» YOUR INSTRUCTIONS
Word for word, reproduce every line of the data below.

#####

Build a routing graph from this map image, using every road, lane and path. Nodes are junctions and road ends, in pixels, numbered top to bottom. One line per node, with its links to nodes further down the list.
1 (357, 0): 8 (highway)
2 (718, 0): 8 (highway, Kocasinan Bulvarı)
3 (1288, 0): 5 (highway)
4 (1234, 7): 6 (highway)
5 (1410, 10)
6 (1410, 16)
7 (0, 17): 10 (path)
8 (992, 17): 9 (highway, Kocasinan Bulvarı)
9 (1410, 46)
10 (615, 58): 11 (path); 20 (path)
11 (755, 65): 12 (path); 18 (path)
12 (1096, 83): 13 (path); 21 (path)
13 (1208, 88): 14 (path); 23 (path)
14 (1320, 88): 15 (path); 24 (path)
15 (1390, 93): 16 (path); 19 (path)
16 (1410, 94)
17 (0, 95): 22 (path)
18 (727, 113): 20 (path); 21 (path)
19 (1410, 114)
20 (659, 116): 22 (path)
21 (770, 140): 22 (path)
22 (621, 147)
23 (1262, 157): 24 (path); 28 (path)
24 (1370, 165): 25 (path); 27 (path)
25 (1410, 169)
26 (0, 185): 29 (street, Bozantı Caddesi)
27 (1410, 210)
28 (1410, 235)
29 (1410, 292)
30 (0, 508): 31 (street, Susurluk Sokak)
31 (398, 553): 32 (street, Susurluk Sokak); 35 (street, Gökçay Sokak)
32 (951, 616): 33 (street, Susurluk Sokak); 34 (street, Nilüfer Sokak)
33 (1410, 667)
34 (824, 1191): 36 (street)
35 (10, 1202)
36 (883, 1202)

#####

» EXERCISE SOLUTION
Build a routing graph from this map image, using every road, lane and path. Nodes are junctions and road ends, in pixels, numbered top to bottom. One line per node, with its links to nodes further down the list.
1 (357, 0): 8 (highway)
2 (718, 0): 8 (highway, Kocasinan Bulvarı)
3 (1288, 0): 5 (highway)
4 (1234, 7): 6 (highway)
5 (1410, 10)
6 (1410, 16)
7 (0, 17): 10 (path)
8 (992, 17): 9 (highway, Kocasinan Bulvarı)
9 (1410, 46)
10 (615, 58): 11 (path); 20 (path)
11 (755, 65): 12 (path); 18 (path)
12 (1096, 83): 13 (path); 21 (path)
13 (1208, 88): 14 (path); 23 (path)
14 (1320, 88): 15 (path); 24 (path)
15 (1390, 93): 16 (path); 19 (path)
16 (1410, 94)
17 (0, 95): 22 (path)
18 (727, 113): 20 (path); 21 (path)
19 (1410, 114)
20 (659, 116): 22 (path)
21 (770, 140): 22 (path)
22 (621, 147)
23 (1262, 157): 24 (path); 28 (path)
24 (1370, 165): 25 (path); 27 (path)
25 (1410, 169)
26 (0, 185): 29 (street, Bozantı Caddesi)
27 (1410, 210)
28 (1410, 235)
29 (1410, 292)
30 (0, 508): 31 (street, Susurluk Sokak)
31 (398, 553): 32 (street, Susurluk Sokak); 35 (street, Gökçay Sokak)
32 (951, 616): 33 (street, Susurluk Sokak); 34 (street, Nilüfer Sokak)
33 (1410, 667)
34 (824, 1191): 36 (street)
35 (10, 1202)
36 (883, 1202)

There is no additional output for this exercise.